Will CoQ10 and DEHA improve the quality of fertility? How long should we take and how much to take?

I know there are some groups, especially in the United States, they are really fond of DHEA. With regards to the CoQ10, I have to say that so far, there is no evidence that it could improve the quality of the eggs. In fact, all the antioxidants that have been used in all the studies have not been able to prove any improvement with regards to the live birth rate when they are used in women. Men are another history, and some of them may be helpful if you are trying to improve the quality of the spermiogram, but in terms of the egg quality, so far no antioxidant has proved to be useful. Androgens are another world again, they are promising. I think that the main problem that we have with androgens is that we cannot yet identify the group of patients in which these drugs can be used. We lack the tools. Androgens have proved to increase the number of antral follicles, so if you have more antral follicles.

If you stimulate the initial number of follicles, that can potentially grow is going to be higher. Androgens have proved to increase the number and sensitivity of the FSH receptors in the antral follicles. So that means that if you have more receptors, you may need lower doses, or the doses that you are using may help to recruit more antral follicles, and then you may get more eggs. It has been suggested that androgens increase or improve the genetics of the eggs. This is a big base, and some studies have confirmed that younger girls have higher intraovarian androgen levels than older girls. This is why it has been suggested that if we can somehow reproduce these conditions of the younger ovaries with higher levels of androgens, we may get more eggs, and in some cases, it has been suggested that even better eggs. The problem is, we don’t know for how long and which doses and what substances can be used to create or to obtain this improvement. DHEA has been suggested to be taken for 3 or 4 months. If we are going to make a patient who is 41 years old wait or invest 3 or 4 months taking this drug, the benefit that we are going to get from this drug can be compensated by the fact that she is going to be 4 months older.

The questions are are they willing to wait 3-4 months knowing that these can reduce their chances, especially in those cases of patients who are over 40, this is very delicate, so probably if you want to keep on taking DHEA, and you are 34 or 35, and you can wait these 3-4 months, you can do it, but the results are not that promising in an older woman. You have to be very careful with recommending or delaying treatment for 3 or 4 months for something that is not completely demonstrated and knowing that your prognosis can be worse if you just delay the treatment 3 or 4 months.
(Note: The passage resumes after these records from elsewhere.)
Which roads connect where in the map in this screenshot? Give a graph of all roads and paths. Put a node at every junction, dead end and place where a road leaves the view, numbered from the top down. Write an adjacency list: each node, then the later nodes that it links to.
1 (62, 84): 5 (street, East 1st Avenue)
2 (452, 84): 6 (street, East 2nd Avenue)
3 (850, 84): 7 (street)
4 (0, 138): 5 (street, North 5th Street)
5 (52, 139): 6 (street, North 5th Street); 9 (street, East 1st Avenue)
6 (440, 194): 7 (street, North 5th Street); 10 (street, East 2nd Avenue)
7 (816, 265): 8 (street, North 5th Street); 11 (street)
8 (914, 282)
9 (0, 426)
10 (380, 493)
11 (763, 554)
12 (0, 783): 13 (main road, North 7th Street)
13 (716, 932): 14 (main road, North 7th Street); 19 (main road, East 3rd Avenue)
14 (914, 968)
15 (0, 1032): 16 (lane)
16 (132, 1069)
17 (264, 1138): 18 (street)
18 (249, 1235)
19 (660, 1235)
The only treatment that I sometimes have used is to add testosterone at the beginning of the cycle for a very short period of time 5 to 7 days, so the idea is that the patient has superior, we add treatment with higher doses of testosterone just to create this environment at least to increase the number of receptors and to try to have more not focus on improving the quality of the eggs. It’s mostly focused on obtaining more oocytes and then for 5-7 days, we give testosterone, and then immediately afterward we start the stimulation. I’ve got some cases in which I’ve really been able to increase the number of eggs, and if we have more eggs, we have higher chances of having a good embryo.

As I’ve said, the problem is mostly that we cannot identify for which patients it’s going to be useful, we don’t know the time that you need to be taking those, and in some cases, this 3, 4, or 5 months can have a really negative impact on the ovarian reserve of the patients and probably if you want to try them, my recommendation would be to use testosterone at the beginning of the cycle to make sure that you kind of has these conditions of the younger ovaries.

What are the most important things that a surrogate should do to make sure the embryos implant and grow into healthy babies?

I would say that the surrogates should do what any pregnant woman should do. Try to be as healthy as possible. But in terms of implantation well as long as the surrogate has a healthy uterus, there is nothing that they should do. We are not very straight with regards to the things that the patients can do after the embryo transfer. Once we do the embryo transfer, we keep them here for a couple of minutes, we recommend them to go back to their hotel or their homes and stay there for a couple of hours in order to try to relax because sometimes if you manipulate the uterus, you can create kind of contractions, and it may interfere with implantation, so we recommend resting, and that’s it. From that moment onwards, what we tell our patients is to consider themselves pregnant and do what a pregnant woman is supposed to do.

When someone is trying to conceive naturally is living a completely normal life until she has a positive. So we recommend to take it easy, avoid strong physical exercises and things like that it’s a must because of the psychological aspects of the treatment and in the event of a negative, the patient does not blame herself thinking that she could have done something different. I really think that as it happens in the natural cycles when the patients go to the gym, drinks some wine, and having sex until they know they’re pregnant, that this woman would not change that much the outcomes. I would say just try to keep it as simple as possible, try to live a healthy, normal life, eat healthily, avoid toxins, well try to avoid strong physical effort unless they are just really necessary and you can go to the gym, but adjust the intensity of the exercises to your condition of being pregnant, you can do yoga, you can do whatever but as if you were pregnant.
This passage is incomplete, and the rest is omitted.